Data to use:

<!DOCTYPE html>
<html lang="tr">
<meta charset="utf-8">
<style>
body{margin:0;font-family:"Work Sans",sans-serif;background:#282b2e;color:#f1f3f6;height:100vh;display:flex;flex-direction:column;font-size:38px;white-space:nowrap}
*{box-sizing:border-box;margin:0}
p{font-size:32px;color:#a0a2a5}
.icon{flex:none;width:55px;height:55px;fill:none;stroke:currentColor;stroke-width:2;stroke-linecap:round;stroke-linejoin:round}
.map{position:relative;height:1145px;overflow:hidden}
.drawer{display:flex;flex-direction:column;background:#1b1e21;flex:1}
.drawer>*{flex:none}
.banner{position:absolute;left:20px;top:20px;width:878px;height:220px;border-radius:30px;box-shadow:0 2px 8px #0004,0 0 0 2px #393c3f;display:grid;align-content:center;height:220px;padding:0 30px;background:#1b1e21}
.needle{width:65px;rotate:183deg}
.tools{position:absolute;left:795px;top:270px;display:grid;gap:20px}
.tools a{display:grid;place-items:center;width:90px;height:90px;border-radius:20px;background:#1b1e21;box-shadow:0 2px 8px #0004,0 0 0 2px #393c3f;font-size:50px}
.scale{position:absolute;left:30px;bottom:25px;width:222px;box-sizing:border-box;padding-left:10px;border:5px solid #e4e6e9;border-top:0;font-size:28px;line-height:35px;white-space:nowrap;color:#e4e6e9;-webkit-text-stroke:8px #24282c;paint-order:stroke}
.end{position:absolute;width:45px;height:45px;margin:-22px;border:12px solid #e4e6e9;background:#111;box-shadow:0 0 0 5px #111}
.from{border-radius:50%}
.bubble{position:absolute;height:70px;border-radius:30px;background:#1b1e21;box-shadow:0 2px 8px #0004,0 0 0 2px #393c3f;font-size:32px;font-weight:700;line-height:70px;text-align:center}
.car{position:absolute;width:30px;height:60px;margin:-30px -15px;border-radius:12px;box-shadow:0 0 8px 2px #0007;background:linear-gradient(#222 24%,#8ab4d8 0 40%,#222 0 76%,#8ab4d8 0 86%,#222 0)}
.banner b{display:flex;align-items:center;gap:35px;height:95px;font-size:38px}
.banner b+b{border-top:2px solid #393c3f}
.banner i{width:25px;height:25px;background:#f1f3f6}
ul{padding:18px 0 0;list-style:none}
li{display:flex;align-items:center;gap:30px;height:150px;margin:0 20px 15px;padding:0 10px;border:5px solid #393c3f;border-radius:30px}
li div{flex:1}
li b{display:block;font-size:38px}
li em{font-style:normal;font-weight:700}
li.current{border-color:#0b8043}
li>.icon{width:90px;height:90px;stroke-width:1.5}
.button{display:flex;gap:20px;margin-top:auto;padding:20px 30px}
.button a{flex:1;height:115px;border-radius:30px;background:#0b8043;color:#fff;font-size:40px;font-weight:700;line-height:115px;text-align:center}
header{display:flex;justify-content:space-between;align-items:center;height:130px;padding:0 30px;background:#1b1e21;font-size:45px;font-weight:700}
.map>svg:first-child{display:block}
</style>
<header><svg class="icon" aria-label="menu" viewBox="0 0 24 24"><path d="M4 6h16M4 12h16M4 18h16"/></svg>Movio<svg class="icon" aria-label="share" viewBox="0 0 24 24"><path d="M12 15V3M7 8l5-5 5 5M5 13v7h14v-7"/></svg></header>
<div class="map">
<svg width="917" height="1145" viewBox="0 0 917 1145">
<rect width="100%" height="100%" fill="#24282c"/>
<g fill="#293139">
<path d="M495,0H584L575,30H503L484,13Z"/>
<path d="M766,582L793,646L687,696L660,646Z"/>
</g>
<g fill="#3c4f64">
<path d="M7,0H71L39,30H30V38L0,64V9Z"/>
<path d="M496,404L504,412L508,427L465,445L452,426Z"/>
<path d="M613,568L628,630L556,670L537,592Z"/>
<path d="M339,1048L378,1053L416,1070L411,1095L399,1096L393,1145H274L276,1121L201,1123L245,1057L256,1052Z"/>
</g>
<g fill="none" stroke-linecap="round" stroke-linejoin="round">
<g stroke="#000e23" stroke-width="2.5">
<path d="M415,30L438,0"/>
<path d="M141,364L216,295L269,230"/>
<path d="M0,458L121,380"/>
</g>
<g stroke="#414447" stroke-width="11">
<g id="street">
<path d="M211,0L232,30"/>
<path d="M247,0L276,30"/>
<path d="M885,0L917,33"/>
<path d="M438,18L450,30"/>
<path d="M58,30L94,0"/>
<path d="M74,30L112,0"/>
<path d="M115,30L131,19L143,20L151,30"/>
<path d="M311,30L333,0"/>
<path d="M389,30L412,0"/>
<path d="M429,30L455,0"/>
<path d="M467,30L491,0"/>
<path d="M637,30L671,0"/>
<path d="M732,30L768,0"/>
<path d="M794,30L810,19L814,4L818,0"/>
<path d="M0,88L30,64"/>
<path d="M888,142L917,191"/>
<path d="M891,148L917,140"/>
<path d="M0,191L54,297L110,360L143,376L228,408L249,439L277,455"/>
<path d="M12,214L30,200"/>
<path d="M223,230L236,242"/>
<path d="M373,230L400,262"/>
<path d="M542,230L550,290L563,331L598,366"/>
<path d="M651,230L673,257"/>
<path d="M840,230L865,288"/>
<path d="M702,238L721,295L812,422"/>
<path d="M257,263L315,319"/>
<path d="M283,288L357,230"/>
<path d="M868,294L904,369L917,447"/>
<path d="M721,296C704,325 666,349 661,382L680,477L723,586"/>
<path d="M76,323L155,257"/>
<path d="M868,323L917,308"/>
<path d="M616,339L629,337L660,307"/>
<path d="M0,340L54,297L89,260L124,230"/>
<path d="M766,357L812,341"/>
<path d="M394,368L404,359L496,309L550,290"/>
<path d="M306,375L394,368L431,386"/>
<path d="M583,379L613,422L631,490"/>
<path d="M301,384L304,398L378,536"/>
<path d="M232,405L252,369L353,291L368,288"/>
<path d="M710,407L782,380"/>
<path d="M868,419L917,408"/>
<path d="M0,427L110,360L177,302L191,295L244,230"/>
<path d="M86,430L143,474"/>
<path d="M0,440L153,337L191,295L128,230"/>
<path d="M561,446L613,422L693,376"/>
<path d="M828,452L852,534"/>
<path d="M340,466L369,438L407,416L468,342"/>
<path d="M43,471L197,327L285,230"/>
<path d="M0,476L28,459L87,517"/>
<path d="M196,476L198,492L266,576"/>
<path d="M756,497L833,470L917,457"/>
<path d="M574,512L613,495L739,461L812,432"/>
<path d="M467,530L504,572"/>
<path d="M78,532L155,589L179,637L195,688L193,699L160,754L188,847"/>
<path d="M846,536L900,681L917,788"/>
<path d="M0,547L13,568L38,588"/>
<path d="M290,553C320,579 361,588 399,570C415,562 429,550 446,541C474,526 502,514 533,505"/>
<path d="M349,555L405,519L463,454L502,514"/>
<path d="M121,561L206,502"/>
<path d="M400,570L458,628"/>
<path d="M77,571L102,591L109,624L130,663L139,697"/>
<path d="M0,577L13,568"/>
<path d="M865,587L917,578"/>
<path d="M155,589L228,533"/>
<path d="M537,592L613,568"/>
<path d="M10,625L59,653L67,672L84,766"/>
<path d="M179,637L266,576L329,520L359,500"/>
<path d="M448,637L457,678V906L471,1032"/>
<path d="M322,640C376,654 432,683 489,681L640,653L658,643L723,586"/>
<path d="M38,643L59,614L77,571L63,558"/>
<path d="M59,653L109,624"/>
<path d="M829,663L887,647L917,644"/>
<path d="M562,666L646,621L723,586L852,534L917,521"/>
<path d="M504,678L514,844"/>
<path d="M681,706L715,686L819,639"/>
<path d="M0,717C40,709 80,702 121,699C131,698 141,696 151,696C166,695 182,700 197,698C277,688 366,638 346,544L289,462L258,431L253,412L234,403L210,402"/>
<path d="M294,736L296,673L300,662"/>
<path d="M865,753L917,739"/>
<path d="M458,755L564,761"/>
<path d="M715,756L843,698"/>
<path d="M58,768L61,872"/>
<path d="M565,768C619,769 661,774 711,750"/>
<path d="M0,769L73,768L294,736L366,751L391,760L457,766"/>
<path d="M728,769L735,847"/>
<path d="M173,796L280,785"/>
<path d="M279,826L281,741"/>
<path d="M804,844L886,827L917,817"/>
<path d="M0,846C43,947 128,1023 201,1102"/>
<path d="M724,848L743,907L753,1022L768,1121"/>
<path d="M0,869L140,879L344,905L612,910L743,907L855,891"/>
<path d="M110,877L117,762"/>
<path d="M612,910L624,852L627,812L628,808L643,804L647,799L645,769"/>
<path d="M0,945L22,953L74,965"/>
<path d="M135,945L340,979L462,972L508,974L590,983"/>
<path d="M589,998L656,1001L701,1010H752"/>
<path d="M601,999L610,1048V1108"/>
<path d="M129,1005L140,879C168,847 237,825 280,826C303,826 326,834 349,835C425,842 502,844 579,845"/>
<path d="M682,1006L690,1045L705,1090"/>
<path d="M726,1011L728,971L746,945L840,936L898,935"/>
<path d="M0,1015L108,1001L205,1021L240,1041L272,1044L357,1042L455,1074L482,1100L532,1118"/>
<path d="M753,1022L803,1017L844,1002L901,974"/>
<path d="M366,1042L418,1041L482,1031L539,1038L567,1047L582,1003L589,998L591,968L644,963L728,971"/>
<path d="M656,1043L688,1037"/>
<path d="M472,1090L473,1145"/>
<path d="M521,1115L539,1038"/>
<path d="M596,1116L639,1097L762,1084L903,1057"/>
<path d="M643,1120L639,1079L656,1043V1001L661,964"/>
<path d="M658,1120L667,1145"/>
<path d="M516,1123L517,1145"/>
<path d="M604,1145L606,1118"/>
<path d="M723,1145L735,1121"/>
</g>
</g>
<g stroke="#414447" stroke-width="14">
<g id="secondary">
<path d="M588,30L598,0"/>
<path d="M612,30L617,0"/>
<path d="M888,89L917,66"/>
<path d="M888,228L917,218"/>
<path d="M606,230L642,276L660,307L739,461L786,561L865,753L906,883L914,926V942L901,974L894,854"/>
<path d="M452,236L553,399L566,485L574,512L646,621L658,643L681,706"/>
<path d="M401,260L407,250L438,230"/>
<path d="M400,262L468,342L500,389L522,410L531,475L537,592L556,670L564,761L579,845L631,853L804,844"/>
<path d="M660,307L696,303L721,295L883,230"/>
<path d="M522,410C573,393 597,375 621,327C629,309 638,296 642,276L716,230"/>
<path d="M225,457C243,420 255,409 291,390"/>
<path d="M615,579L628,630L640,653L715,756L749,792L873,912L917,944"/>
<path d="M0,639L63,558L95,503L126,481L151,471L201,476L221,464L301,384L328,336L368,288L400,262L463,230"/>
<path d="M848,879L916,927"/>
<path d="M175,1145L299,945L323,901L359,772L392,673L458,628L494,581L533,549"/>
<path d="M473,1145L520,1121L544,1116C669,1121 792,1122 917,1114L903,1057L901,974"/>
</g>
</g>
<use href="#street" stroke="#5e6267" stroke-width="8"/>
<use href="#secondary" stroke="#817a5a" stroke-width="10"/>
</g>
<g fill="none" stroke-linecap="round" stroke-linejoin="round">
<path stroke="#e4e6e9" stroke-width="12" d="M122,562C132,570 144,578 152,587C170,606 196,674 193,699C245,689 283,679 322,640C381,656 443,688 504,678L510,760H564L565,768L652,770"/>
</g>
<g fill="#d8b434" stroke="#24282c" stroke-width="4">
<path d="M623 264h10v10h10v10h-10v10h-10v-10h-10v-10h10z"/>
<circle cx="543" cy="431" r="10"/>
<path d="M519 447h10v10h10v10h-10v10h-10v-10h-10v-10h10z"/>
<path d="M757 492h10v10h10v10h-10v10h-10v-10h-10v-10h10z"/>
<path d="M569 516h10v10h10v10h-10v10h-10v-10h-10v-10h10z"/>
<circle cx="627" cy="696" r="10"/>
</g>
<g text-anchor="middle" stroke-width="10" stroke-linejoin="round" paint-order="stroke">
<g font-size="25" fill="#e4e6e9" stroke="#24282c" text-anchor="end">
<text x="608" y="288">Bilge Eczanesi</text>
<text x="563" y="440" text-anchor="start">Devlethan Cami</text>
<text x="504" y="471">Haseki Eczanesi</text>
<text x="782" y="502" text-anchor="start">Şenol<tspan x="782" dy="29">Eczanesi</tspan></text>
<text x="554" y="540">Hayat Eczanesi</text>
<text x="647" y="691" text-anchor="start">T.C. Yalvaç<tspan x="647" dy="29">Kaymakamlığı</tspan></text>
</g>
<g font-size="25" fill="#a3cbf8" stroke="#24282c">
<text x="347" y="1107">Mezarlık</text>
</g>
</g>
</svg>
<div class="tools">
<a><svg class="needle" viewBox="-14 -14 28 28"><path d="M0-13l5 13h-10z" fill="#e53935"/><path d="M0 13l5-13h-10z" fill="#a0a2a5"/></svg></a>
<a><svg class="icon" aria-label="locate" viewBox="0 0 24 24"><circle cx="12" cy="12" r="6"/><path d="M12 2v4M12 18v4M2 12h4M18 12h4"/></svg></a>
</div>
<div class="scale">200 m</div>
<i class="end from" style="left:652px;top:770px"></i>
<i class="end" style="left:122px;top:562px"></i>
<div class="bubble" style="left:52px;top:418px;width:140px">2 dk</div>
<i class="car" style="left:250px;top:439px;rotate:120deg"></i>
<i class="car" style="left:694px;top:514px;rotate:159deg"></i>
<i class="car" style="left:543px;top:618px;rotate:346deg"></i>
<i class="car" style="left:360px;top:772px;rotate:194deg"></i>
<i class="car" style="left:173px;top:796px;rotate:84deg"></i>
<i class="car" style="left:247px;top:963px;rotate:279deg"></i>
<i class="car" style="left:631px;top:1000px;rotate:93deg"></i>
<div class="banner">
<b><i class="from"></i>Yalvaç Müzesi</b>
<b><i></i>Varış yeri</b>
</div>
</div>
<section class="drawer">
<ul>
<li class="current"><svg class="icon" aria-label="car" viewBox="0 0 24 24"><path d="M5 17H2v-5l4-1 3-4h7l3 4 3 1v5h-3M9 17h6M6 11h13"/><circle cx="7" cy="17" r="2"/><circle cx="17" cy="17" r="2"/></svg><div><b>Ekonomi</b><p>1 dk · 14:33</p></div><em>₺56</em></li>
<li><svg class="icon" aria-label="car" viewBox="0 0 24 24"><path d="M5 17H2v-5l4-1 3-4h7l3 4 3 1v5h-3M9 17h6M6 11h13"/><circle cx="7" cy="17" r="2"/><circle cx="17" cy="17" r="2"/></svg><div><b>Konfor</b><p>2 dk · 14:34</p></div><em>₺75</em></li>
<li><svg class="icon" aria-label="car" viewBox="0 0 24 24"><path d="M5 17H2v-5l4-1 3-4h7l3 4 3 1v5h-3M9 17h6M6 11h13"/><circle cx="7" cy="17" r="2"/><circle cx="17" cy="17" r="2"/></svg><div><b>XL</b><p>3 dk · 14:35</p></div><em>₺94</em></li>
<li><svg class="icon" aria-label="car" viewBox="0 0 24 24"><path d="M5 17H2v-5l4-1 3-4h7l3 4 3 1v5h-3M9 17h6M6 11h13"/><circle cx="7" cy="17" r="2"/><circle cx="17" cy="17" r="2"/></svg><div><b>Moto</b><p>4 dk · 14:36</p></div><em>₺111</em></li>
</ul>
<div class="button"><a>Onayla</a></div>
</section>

Task prompt:
Copy out the lines of the records above in which the string "sizing" appears.

Your solution:
*{box-sizing:border-box;margin:0}
.scale{position:absolute;left:30px;bottom:25px;width:222px;box-sizing:border-box;padding-left:10px;border:5px solid #e4e6e9;border-top:0;font-size:28px;line-height:35px;white-space:nowrap;color:#e4e6e9;-webkit-text-stroke:8px #24282c;paint-order:stroke}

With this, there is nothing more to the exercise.